Exploring novel structural phases and dynamical instabilities in LaSb₂

Rare-earth di-antimonides (RSb₂) form layered structures with a square net lattice of Sb, leading to a highly nested Fermi surface and intriguing phenomena like charge density wave and superconductivity. Despite the commonality of square net lattices, RSb₂ systems exhibit diverse structural phases and transitions. Recently, LaSb₂ was synthesized using molecular beam epitaxy (MBE),[1] resulting in a novel monoclinic phase rather than the well-known orthorhombic phase. Ab initio calculations revealed that the monoclinic phase has lower total energy than the orthorhombic phase and that the various structural phases in RSb₂ are linked to different stacking sequences of consecutive quintuple-layer building blocks. Furthermore, the calculations predicted another novel orthorhombic phase of LaSb₂, with a total energy comparable to that of the monoclinic phase.

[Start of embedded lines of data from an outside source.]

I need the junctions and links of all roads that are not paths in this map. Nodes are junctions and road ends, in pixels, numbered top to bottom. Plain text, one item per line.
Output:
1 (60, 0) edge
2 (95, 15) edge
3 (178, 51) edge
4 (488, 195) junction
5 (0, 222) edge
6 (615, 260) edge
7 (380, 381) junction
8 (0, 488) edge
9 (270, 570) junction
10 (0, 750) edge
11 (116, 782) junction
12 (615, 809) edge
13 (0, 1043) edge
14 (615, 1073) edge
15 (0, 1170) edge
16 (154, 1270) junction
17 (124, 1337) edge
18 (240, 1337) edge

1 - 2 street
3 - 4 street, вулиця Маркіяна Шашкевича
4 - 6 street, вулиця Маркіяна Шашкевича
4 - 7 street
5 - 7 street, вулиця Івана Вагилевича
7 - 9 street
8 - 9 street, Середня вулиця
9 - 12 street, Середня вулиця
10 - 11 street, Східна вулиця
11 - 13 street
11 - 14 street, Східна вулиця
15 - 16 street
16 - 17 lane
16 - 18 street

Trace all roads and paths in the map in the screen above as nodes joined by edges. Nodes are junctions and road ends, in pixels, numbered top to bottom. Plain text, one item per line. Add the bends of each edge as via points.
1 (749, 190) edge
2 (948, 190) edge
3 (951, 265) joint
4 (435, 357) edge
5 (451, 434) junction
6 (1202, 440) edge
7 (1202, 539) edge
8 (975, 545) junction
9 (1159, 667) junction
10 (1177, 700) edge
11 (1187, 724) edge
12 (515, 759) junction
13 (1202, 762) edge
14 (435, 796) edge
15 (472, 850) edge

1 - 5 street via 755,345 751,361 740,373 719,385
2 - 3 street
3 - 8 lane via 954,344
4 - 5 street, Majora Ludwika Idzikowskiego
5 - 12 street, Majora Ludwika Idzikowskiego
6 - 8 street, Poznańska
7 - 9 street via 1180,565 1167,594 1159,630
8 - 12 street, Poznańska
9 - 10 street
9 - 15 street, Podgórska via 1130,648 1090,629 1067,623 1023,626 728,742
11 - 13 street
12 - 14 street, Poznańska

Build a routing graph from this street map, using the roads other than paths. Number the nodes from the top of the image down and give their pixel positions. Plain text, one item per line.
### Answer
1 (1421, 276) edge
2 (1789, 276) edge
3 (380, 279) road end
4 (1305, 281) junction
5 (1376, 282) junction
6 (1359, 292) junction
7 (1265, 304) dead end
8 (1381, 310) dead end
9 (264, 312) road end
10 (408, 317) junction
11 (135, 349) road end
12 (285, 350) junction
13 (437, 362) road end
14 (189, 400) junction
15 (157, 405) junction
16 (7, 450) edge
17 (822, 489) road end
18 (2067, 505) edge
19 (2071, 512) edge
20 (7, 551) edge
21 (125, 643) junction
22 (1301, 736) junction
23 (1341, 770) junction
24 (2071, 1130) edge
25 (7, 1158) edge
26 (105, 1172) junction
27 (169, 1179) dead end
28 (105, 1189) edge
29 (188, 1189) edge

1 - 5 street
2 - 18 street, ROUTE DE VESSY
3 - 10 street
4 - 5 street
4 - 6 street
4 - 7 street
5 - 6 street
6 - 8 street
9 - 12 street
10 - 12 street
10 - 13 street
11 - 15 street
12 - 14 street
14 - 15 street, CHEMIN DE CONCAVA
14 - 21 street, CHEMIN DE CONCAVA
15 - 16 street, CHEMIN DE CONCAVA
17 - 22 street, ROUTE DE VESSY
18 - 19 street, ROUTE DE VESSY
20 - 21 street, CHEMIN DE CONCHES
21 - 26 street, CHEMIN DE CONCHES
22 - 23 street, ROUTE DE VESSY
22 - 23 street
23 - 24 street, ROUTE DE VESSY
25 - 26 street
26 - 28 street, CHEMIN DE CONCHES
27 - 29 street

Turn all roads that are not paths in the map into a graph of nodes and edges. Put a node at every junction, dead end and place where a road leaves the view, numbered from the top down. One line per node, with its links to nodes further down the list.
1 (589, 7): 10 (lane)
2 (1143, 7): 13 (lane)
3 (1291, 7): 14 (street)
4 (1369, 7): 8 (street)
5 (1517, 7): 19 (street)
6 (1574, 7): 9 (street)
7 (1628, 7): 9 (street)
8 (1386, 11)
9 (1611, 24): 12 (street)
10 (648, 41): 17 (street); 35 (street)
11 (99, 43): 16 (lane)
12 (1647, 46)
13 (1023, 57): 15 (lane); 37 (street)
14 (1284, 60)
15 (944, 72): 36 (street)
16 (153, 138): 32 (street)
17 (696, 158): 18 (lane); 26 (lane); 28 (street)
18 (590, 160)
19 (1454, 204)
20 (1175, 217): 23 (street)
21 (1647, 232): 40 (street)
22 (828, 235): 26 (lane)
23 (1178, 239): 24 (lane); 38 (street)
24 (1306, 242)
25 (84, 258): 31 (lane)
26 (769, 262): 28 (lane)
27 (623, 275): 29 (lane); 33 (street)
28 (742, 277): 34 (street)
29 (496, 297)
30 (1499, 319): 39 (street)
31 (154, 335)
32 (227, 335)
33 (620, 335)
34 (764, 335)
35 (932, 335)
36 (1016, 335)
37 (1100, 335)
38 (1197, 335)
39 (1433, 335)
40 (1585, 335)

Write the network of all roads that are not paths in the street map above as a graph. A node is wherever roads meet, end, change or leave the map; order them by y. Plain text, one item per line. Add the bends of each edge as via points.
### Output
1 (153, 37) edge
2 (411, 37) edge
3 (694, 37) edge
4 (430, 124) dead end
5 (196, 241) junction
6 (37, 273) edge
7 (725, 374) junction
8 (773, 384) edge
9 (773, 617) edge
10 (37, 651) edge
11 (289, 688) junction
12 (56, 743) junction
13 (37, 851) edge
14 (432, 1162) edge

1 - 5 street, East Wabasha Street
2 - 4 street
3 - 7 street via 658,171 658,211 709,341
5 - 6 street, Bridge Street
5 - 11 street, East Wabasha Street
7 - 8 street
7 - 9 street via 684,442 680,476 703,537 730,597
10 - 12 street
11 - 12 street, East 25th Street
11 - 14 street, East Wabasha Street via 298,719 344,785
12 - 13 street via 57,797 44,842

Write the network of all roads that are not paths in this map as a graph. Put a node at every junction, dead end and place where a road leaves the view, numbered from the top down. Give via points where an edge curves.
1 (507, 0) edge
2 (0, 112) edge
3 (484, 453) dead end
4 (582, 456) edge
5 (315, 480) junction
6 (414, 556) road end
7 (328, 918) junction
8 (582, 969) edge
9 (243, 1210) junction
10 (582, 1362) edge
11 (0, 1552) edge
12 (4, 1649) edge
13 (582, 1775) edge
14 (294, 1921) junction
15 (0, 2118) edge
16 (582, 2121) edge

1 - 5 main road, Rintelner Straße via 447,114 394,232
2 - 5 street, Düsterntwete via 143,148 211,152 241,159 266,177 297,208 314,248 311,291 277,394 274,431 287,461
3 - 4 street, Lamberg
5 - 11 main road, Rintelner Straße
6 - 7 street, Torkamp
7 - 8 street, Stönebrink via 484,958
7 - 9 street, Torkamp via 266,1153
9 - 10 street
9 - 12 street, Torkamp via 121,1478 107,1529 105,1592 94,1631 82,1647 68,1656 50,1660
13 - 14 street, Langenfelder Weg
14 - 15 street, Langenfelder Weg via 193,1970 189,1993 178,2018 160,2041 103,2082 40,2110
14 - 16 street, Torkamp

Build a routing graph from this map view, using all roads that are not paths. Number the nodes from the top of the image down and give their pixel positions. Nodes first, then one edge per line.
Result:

In this study, we performed phonon calculations of the four phases of LaSb₂: two are the well-known structures similar to SmSb₂ and YbSb₂, one is the MBE-grown monoclinic phase, and the last is the theoretically predicted orthorhombic phase. The calculations reveal dynamical instabilities in the two well-known structures with or without strain. This work aims to deepen our understanding of the various structural phases and transitions in RSb₂ systems, associated with the intriguing phenomena.

[1] A. Llanos, et al., Nano Letters 24 (28), 8518-8524 (2024).